[Records excerpted from a collection]
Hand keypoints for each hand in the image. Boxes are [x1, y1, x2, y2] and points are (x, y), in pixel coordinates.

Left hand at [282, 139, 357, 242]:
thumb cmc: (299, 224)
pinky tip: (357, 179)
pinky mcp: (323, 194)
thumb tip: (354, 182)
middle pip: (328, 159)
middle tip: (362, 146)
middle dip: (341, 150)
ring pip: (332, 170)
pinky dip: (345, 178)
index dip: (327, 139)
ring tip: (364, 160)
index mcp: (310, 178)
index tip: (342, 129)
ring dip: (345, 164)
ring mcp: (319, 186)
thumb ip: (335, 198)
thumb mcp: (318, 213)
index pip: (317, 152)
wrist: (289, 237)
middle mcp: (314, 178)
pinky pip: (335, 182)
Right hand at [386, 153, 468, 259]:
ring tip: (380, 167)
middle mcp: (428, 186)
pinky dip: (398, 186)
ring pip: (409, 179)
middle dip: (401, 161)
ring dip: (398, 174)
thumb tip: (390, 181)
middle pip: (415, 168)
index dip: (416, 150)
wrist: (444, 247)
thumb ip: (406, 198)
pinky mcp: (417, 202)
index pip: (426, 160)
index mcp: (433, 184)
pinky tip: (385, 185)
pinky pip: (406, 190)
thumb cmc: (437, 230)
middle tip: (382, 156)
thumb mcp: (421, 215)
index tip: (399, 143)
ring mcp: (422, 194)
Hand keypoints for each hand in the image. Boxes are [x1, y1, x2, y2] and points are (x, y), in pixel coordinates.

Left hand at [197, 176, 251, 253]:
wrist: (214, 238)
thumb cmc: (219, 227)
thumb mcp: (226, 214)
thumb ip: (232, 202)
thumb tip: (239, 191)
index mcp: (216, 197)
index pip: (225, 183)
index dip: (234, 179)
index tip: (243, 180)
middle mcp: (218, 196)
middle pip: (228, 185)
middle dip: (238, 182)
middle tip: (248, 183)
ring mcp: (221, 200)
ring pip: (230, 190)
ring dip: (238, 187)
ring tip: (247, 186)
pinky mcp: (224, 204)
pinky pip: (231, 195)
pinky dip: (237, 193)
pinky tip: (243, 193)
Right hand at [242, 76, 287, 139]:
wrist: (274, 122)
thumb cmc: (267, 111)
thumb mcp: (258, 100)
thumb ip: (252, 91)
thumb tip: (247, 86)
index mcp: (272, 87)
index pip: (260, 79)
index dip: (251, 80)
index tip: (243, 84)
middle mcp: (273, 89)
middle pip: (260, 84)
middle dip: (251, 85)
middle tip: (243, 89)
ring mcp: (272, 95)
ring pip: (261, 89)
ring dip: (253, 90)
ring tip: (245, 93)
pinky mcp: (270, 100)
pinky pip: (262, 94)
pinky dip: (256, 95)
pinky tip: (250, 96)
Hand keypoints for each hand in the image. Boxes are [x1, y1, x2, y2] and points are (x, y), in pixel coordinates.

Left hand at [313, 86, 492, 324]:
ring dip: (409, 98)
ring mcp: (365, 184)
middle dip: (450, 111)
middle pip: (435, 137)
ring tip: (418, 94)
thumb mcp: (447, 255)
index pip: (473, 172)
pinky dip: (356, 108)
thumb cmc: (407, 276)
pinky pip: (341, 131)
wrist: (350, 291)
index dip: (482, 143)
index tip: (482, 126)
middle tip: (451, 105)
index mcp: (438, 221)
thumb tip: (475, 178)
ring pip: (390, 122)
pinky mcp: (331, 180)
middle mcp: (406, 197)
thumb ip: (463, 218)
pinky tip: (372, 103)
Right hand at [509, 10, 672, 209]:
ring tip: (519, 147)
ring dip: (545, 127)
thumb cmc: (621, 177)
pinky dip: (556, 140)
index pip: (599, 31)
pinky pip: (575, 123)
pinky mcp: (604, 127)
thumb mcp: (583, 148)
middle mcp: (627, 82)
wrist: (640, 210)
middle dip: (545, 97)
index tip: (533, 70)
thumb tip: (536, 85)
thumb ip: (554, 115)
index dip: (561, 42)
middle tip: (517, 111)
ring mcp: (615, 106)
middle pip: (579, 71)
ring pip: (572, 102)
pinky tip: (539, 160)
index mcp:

• **WHAT NEEDS TO BE DONE**:
Lines in the entries above that hold "Left" should be counted; give only that count.

• **OUTPUT FOR THIS TASK**:
3